- Records to use
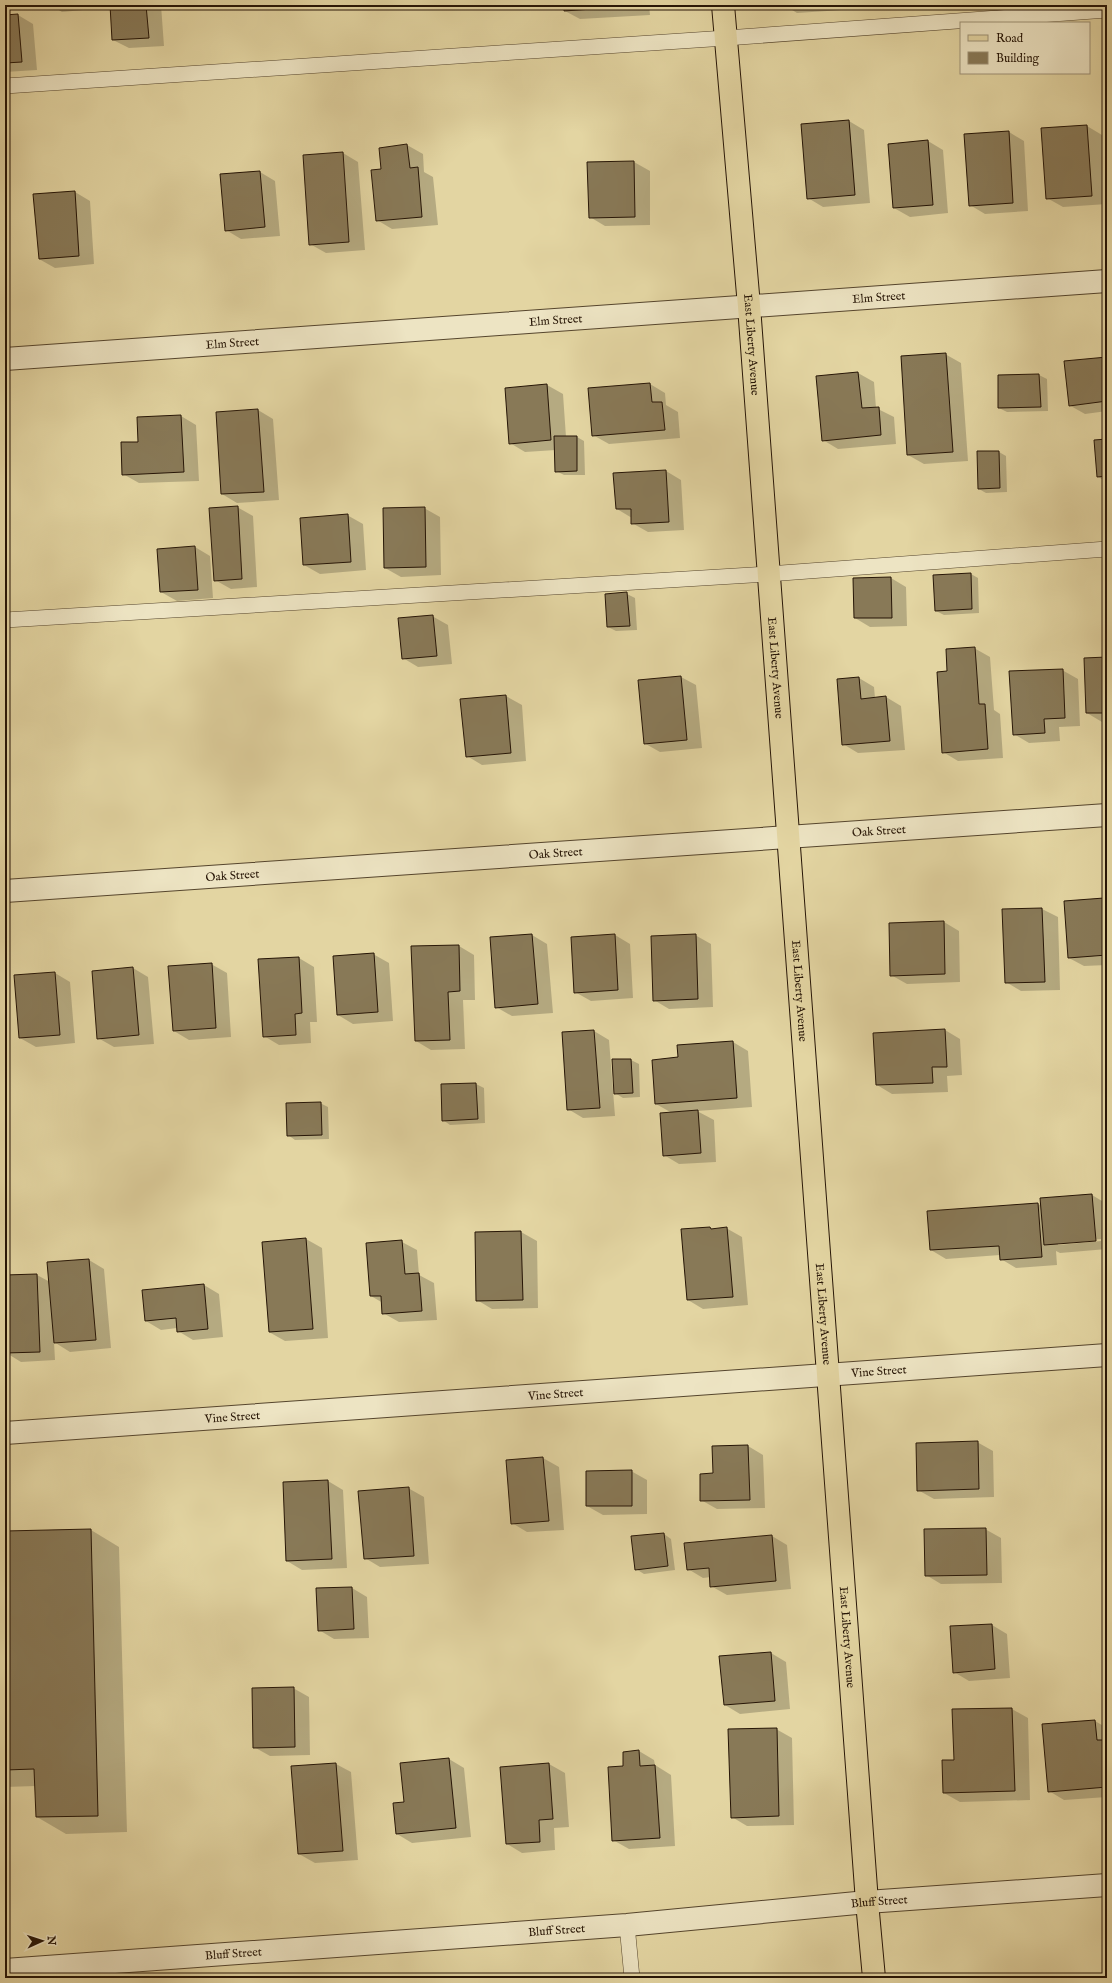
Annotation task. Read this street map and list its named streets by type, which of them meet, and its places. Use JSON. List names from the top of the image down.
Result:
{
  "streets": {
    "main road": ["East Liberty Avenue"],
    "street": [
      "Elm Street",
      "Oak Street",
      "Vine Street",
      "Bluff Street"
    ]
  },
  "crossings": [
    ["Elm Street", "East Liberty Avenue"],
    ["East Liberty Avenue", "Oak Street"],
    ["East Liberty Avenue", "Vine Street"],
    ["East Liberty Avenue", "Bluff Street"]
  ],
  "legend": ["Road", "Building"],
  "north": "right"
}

- Aim of the exercise
Give all the entries again exactly, dropping each picture.

- Output for this exercise
Annotation task. Read this street map and list its named streets by type, which of them meet, and its places. Use JSON. List names from the top of the image down.
Result:
{
  "streets": {
    "main road": ["East Liberty Avenue"],
    "street": [
      "Elm Street",
      "Oak Street",
      "Vine Street",
      "Bluff Street"
    ]
  },
  "crossings": [
    ["Elm Street", "East Liberty Avenue"],
    ["East Liberty Avenue", "Oak Street"],
    ["East Liberty Avenue", "Vine Street"],
    ["East Liberty Avenue", "Bluff Street"]
  ],
  "legend": ["Road", "Building"],
  "north": "right"
}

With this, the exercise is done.